Son olarak, Beşiktaş Teknik Direktörü Slaven Bilic’in maç içerisindeki heyecanını oyun sonrasına taşıyarak ve negatif bir enerjiye dönüştürerek yayıncı kuruluş aleyhinde beyan vermesini onaylamadığımı eklemek isterim. Hele ki konunun stüdyodaki spor yorumcusu Markus Merk’e kadar uzanması işin daha keyifsiz bir noktaya gitmesine sebep oldu. Amatör ruh ve getirdiği saf heyecanın iyi olduğunu kabul ediyorum ama bu iş kavgaya dönüştüğünde zararı gören yine o heyecanı yaşayan oluyor. Slaven Bilic gibi başarılı bir Teknik Direktör her zaman yetişmiyor ve Beşiktaş’a gelmiyor. Belki de kulüp içerisinde Türkiye’de futbol tecrübesi daha uzun yıllara dayanan birileri tarafından uyarılmalı.

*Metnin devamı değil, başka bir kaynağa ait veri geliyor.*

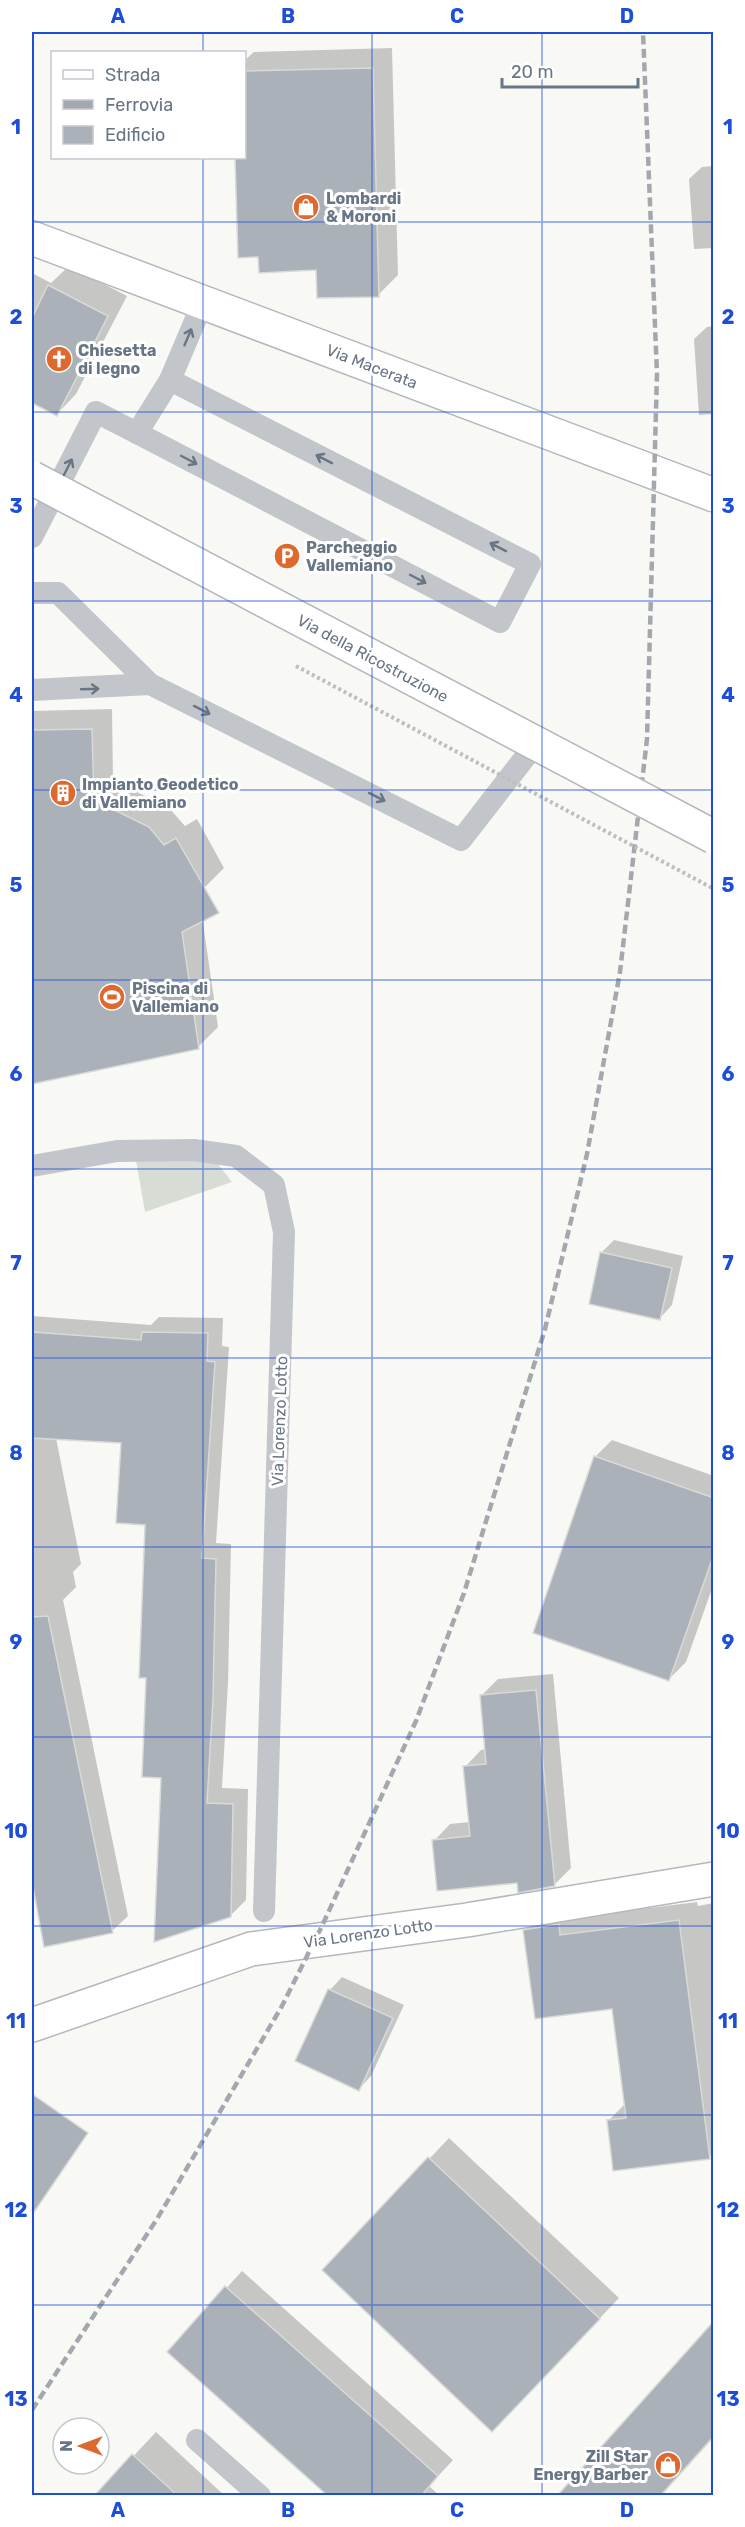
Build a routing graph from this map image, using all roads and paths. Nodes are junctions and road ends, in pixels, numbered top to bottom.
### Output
1 (32, 238) edge
2 (203, 302) junction
3 (170, 380) junction
4 (137, 433) junction
5 (43, 484) edge
6 (714, 495) edge
7 (32, 537) edge
8 (32, 593) edge
9 (289, 663) dead end
10 (150, 684) junction
11 (32, 690) edge
12 (714, 837) edge
13 (714, 889) edge
14 (32, 1166) edge
15 (714, 1880) edge
16 (264, 1911) dead end
17 (32, 2025) edge
18 (197, 2440) dead end
19 (261, 2496) edge

1 - 2 street, Via Macerata
3 -> 2 lane
2 - 6 street, Via Macerata
3 - 4 lane
4 -> 3 lane
5 -> 4 lane
5 - 7 lane
10 -> 5 lane
5 - 12 street, Via della Ricostruzione, bridge
8 - 10 lane
9 - 13 path, bridge
11 -> 10 lane
14 - 16 lane, Via Lorenzo Lotto
15 - 17 street, Via Lorenzo Lotto
18 - 19 lane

Stadyum: Atatürk Olimpiyat Stadyumu.

Hakem: M. Kâmil Abitoğlu.

Beşiktaş: Tolga, Serdar, Pedro, Ersan, Motta, Gökhan, Jones (Dk.60 Holosko), Veli, Oğuzhan, Olcay (Dk.76 Kerim Frei), Ömer Şişmanoğlu (Dk.60 Mustafa Pektemek)

Teknik Direktör: Slaven Bilic.

Eskişehirspor: Boffin, Kâmil, Akaminko, Sezgin, Tarık, Lawal, Aytaç, Kamara, Jorquera (Dk.74 Erman Kılıç), Erkan (Dk.81 Özgür), Bienvenu (Dk.64 Onur)

Teknik Direktör: Ertuğrul Sağlam.

Sarı Kartlar: Lawal (Eskişehirspor), Motta, Oğuzhan, Ersan (Beşiktaş)

Gol: Dk.89 Ersan Gülüm (Beşiktaş)

1 yorum:

  1. Kaleminize sağlık,
    Maçı anlatan spiker-yorumcu!! arkadaşların maçı bitirme heyecan ve gayretlerini de yabana atmamak lazım.
    Ekranda saat 85.26 yı gösterirken hazretin " Şu anda maçın 87.nci dakikasına da girdik" demesi çok hoştu.
    Arkadaş herhalde Londra saatine göre ayarlamış kendisini.
    Bizim maçlarımızda ne sebeple bilemiyorum "Gözler maçın hakeminde" özdeyişini hiç kullanmıyorlar.
    Bu güzel özdeyişi çok sevdiğimden istemesemde, Fener ve GS. maçlarını seyretmek zorunda kalıyorum.
    Top orta sahada yan paslarla dolaştırılırken maçı gol pozisyonu varmış gibi heyecanla anlatmaları ve rakip takımın oyun kuralları içinde topa müdahalelerinde de "Gözler maçın hakeminde" zorlamaları çok hoş. İyi ki maçın hakemleri bu arkadaşları naklen dinlemiyor yoksa orta sahada yapılan faullere de arkadaşların tuttukları takım lehine penaltı çalmak zorunda kalacaklar.